Supplied records:
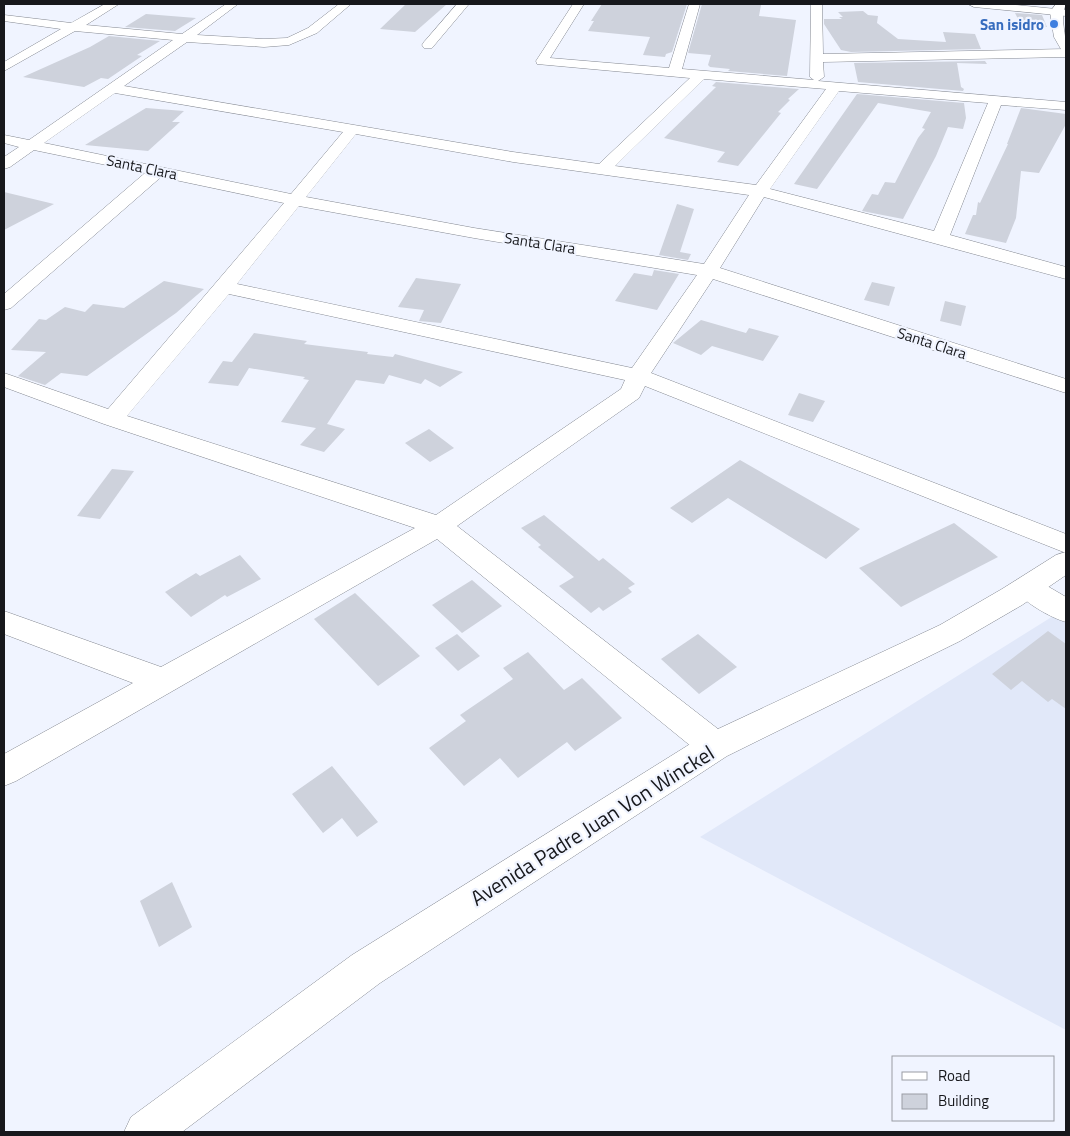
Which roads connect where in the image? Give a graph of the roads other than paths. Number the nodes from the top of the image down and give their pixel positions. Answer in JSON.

---

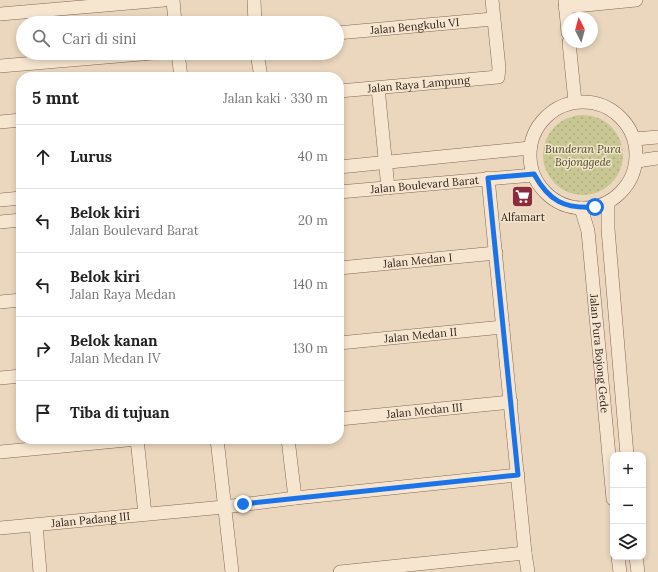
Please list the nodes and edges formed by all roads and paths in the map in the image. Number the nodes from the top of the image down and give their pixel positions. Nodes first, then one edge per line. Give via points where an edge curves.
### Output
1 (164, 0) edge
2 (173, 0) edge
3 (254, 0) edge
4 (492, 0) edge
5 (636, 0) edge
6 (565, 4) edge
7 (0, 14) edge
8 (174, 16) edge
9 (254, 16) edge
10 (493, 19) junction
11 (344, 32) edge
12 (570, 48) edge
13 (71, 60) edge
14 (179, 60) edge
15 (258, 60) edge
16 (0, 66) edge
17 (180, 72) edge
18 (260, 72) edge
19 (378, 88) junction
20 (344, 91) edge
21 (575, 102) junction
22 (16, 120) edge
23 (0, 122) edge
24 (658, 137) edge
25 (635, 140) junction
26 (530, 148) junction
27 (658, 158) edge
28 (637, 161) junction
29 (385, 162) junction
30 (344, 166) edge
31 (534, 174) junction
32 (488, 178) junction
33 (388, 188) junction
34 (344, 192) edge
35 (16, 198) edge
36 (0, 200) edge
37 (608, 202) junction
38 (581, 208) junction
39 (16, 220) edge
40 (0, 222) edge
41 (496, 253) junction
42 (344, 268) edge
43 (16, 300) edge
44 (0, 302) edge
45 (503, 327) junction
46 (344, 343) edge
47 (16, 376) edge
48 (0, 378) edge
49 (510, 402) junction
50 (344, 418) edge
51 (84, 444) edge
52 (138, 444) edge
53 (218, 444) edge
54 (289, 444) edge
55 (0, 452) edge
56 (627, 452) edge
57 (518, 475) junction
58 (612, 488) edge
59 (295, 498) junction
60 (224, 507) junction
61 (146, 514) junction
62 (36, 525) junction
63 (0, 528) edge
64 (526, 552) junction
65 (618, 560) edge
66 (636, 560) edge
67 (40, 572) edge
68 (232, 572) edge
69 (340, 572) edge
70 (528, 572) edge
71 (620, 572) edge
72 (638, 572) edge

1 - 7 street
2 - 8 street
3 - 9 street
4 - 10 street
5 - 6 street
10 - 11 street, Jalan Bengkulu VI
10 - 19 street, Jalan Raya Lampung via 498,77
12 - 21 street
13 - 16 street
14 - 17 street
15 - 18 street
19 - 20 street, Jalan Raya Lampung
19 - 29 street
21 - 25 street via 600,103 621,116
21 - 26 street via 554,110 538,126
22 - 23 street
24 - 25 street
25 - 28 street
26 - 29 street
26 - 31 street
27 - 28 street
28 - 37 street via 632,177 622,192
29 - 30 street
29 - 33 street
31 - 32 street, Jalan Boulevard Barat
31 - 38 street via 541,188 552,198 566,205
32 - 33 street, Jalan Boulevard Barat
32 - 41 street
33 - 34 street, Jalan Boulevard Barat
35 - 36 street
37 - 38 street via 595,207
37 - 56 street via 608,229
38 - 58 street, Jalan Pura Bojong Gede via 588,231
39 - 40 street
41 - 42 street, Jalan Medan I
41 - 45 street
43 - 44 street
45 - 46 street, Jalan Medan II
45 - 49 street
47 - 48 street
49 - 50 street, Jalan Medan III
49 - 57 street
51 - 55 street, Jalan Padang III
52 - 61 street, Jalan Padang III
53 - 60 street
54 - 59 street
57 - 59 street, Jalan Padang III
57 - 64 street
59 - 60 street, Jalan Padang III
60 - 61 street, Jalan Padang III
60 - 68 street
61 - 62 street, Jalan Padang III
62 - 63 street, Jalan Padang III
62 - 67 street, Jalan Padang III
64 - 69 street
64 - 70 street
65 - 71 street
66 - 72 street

Work to complete: Copy the lines that hold the word "their". Take them from the records above.

Response:
Which roads connect where in the image? Give a graph of the roads other than paths. Number the nodes from the top of the image down and give their pixel positions. Answer in JSON.
Please list the nodes and edges formed by all roads and paths in the map in the image. Number the nodes from the top of the image down and give their pixel positions. Nodes first, then one edge per line. Give via points where an edge curves.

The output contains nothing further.